▶ TASK DESCRIPTION:
All entries below must be written out verbatim, and the images must be dropped.

▶ Stored data:
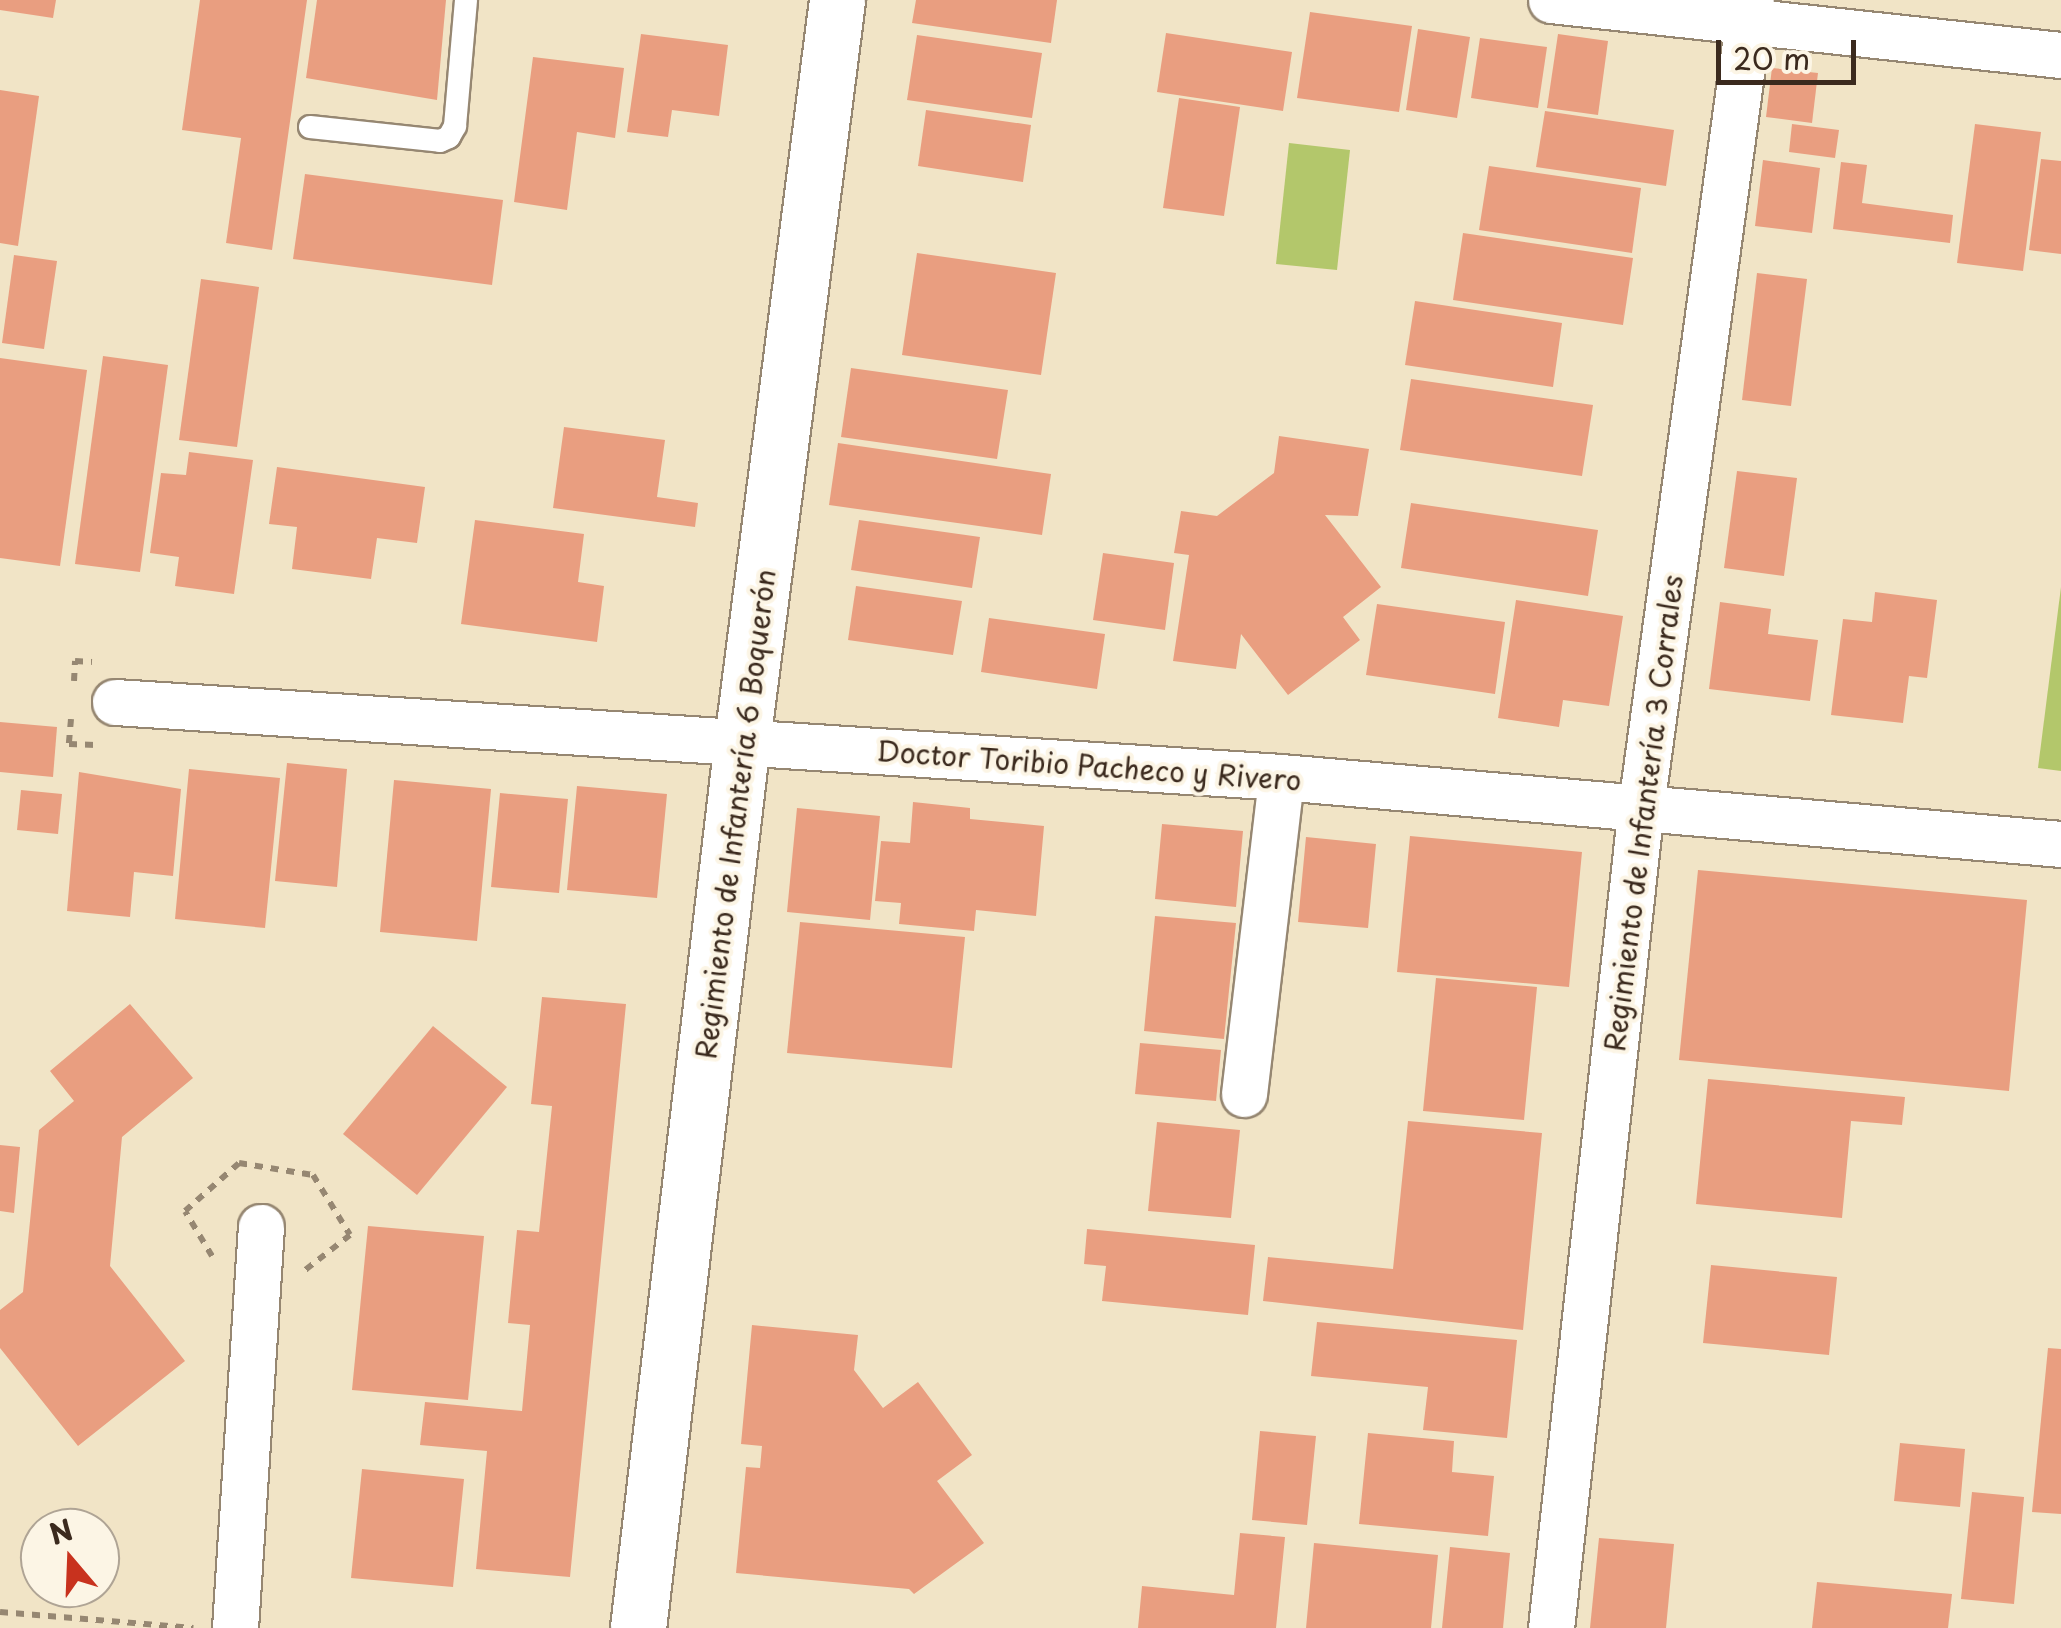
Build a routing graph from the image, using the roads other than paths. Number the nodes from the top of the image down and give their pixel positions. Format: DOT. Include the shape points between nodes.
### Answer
graph roads {
  1 [pos="466,0"];
  2 [pos="837,0"];
  3 [pos="1552,0"];
  4 [pos="1750,11"];
  5 [pos="2061,55"];
  6 [pos="310,127"];
  7 [pos="115,702"];
  8 [pos="742,741"];
  9 [pos="1280,777"];
  10 [pos="1641,806"];
  11 [pos="2061,844"];
  12 [pos="1244,1094"];
  13 [pos="262,1227"];
  14 [pos="234,1628"];
  15 [pos="638,1628"];
  16 [pos="1551,1628"];
  1 -- 6 [label="lane" via="449,137"];
  2 -- 8 [label="street, Regimiento de Infantería 6 Boquerón"];
  3 -- 4 [label="street"];
  4 -- 5 [label="street"];
  4 -- 10 [label="street, Regimiento de Infantería 3 Corrales"];
  7 -- 8 [label="street, Doctor Toribio Pacheco y Rivero"];
  8 -- 9 [label="street, Doctor Toribio Pacheco y Rivero"];
  8 -- 15 [label="street, Regimiento de Infantería 6 Boquerón"];
  9 -- 10 [label="street, Doctor Toribio Pacheco y Rivero"];
  9 -- 12 [label="street"];
  10 -- 11 [label="street, Doctor Toribio Pacheco y Rivero"];
  10 -- 16 [label="street, Regimiento de Infantería 3 Corrales"];
  13 -- 14 [label="street"];
}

▶ RESPONSE BOX:
Build a routing graph from the image, using the roads other than paths. Number the nodes from the top of the image down and give their pixel positions. Format: DOT. Include the shape points between nodes.
### Answer
graph roads {
  1 [pos="466,0"];
  2 [pos="837,0"];
  3 [pos="1552,0"];
  4 [pos="1750,11"];
  5 [pos="2061,55"];
  6 [pos="310,127"];
  7 [pos="115,702"];
  8 [pos="742,741"];
  9 [pos="1280,777"];
  10 [pos="1641,806"];
  11 [pos="2061,844"];
  12 [pos="1244,1094"];
  13 [pos="262,1227"];
  14 [pos="234,1628"];
  15 [pos="638,1628"];
  16 [pos="1551,1628"];
  1 -- 6 [label="lane" via="449,137"];
  2 -- 8 [label="street, Regimiento de Infantería 6 Boquerón"];
  3 -- 4 [label="street"];
  4 -- 5 [label="street"];
  4 -- 10 [label="street, Regimiento de Infantería 3 Corrales"];
  7 -- 8 [label="street, Doctor Toribio Pacheco y Rivero"];
  8 -- 9 [label="street, Doctor Toribio Pacheco y Rivero"];
  8 -- 15 [label="street, Regimiento de Infantería 6 Boquerón"];
  9 -- 10 [label="street, Doctor Toribio Pacheco y Rivero"];
  9 -- 12 [label="street"];
  10 -- 11 [label="street, Doctor Toribio Pacheco y Rivero"];
  10 -- 16 [label="street, Regimiento de Infantería 3 Corrales"];
  13 -- 14 [label="street"];
}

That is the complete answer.